What was the deportation of the Acadians?
Answer
The forced removal of about 11,500 French-speaking Acadians from Nova Scotia, Prince Edward Island, and surrounding regions by British authorities between 1755 and 1763, with about 1,500 to 2,000 deaths during the operation.
Explanation
The deportation of the Acadians (le Grand Dérangement) was the forced removal of about 11,500 French-speaking Acadians from Nova Scotia, Prince Edward Island, and surrounding regions by British authorities between 1755 and 1763. About 1,500 to 2,000 Acadians died during the deportation from disease, drowning, and starvation. The deportation began on September 5, 1755 at Grand-Pré, where British officer John Winslow read the deportation order to assembled Acadian men in the parish church. Acadian historians and descendants regard the deportation as a foundational trauma of the Acadian people.
The deportation was ordered by Nova Scotia Lieutenant-Governor Charles Lawrence and the colony's Council on July 28, 1755, with British military support. Lawrence acted in the context of the French and Indian War (1754 to 1763) and on his interpretation that the Acadians' refusal to swear an unconditional oath of loyalty to the British Crown made them a security risk. The Acadians had previously sworn conditional oaths exempting them from bearing arms against the French. Lawrence's deportation order had not been authorised by London but was retroactively endorsed.
British troops rounded up Acadian families, burned their homes and farms, and packed them onto British transport ships. Families were often separated. The ships scattered the Acadians among the Thirteen Colonies (especially Massachusetts, Connecticut, Pennsylvania, Virginia, and South Carolina), the Caribbean, and France. Many ships were lost at sea, including the Violet which sank on January 21, 1759 with about 280 Acadians aboard, and the Duke William which sank on December 13, 1758 with about 360 Acadians.

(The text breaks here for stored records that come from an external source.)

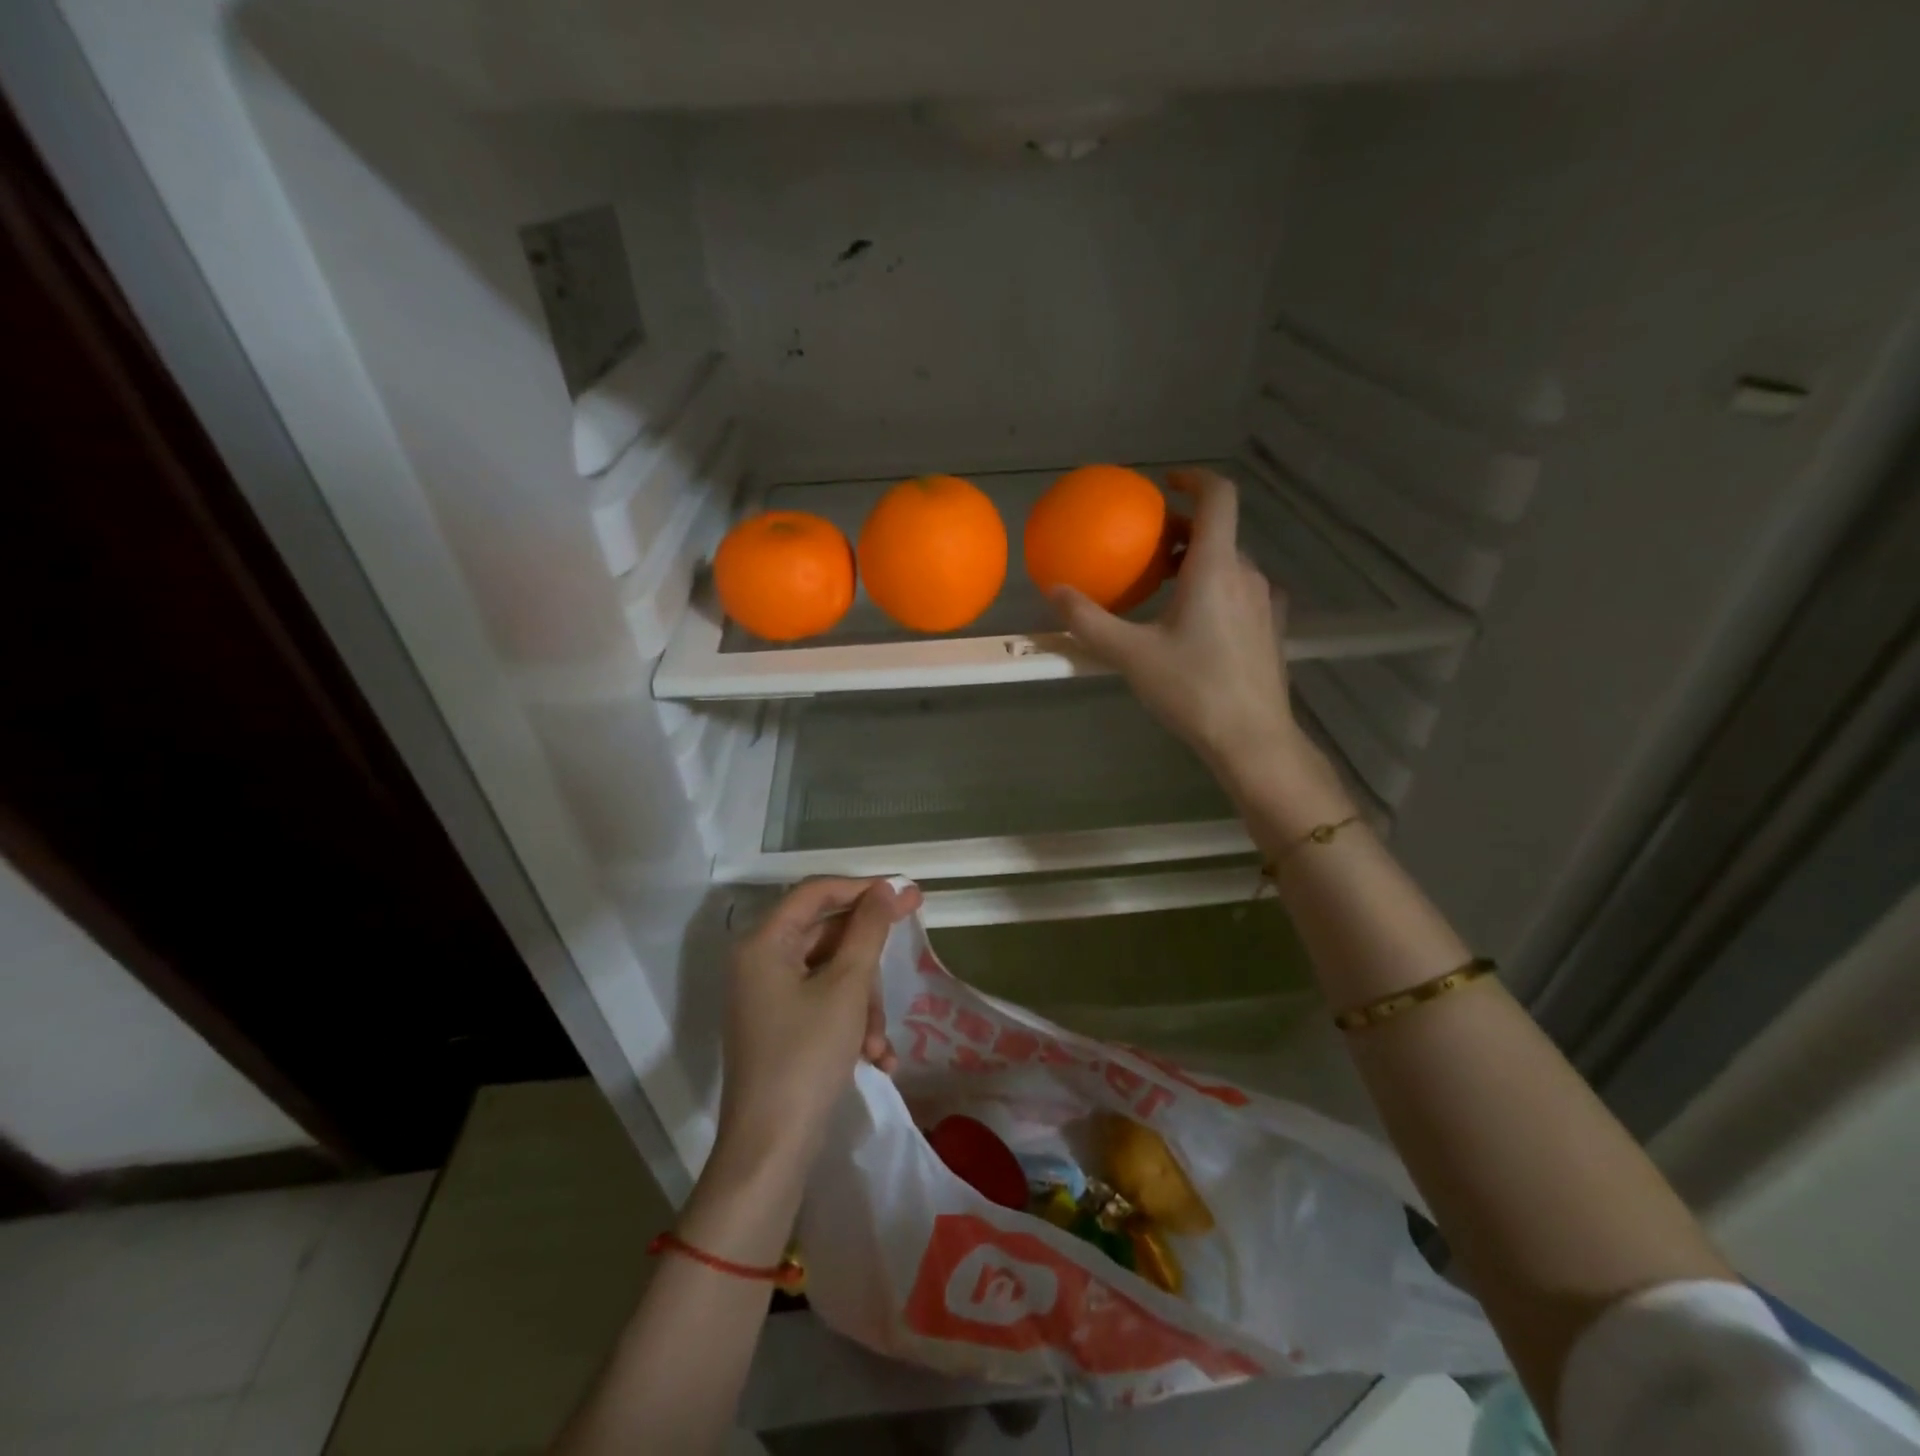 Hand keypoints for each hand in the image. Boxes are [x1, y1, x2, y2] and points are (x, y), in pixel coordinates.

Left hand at [712, 876, 921, 1180]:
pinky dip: (851, 1024)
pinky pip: (823, 1005)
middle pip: (827, 936)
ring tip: (879, 1043)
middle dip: (866, 964)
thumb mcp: (846, 987)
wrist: (770, 1151)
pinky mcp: (780, 1027)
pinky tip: (876, 1058)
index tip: (907, 894)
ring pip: (832, 975)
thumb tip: (889, 886)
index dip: (863, 888)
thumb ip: (869, 929)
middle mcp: (760, 962)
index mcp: (764, 942)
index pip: (817, 892)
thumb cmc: (806, 1057)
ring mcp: (768, 997)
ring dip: (864, 1004)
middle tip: (907, 960)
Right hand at [1050, 468, 1304, 788]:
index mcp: (1215, 568)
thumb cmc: (1191, 689)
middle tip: (1146, 548)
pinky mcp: (1270, 629)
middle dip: (1182, 531)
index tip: (1166, 484)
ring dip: (1196, 563)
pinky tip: (1195, 622)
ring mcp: (1264, 603)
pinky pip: (1241, 592)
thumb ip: (1089, 621)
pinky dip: (1215, 589)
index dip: (1194, 479)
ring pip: (1230, 564)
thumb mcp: (1130, 655)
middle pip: (1219, 533)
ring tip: (1163, 588)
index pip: (1218, 497)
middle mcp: (1246, 575)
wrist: (1251, 739)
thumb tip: (1054, 591)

The deportation continued in waves through 1763. The Battle of Restigouche of July 8, 1760 effectively ended Acadian armed resistance. The 1763 Treaty of Paris's transfer of New France to Britain ended the war but not the deportation; final removals took place in 1763. After 1764 some Acadians were allowed to return on condition that they take an unconditional loyalty oath and settle in dispersed locations. About 3,000 Acadians eventually returned to the Maritimes, while others remained in France or migrated to Louisiana, where they became the ancestors of today's Cajun people. On December 9, 2003, Queen Elizabeth II issued a Royal Proclamation acknowledging the harm done to the Acadian people, designating July 28 as a Day of Commemoration of the Great Upheaval.
Why this matters for your test
The Acadian deportation is one of the great injustices of Canadian colonial history and shaped the modern Acadian identity. Recognising the September 5, 1755 Grand-Pré order and the 2003 Royal Proclamation gives candidates two specific anchors.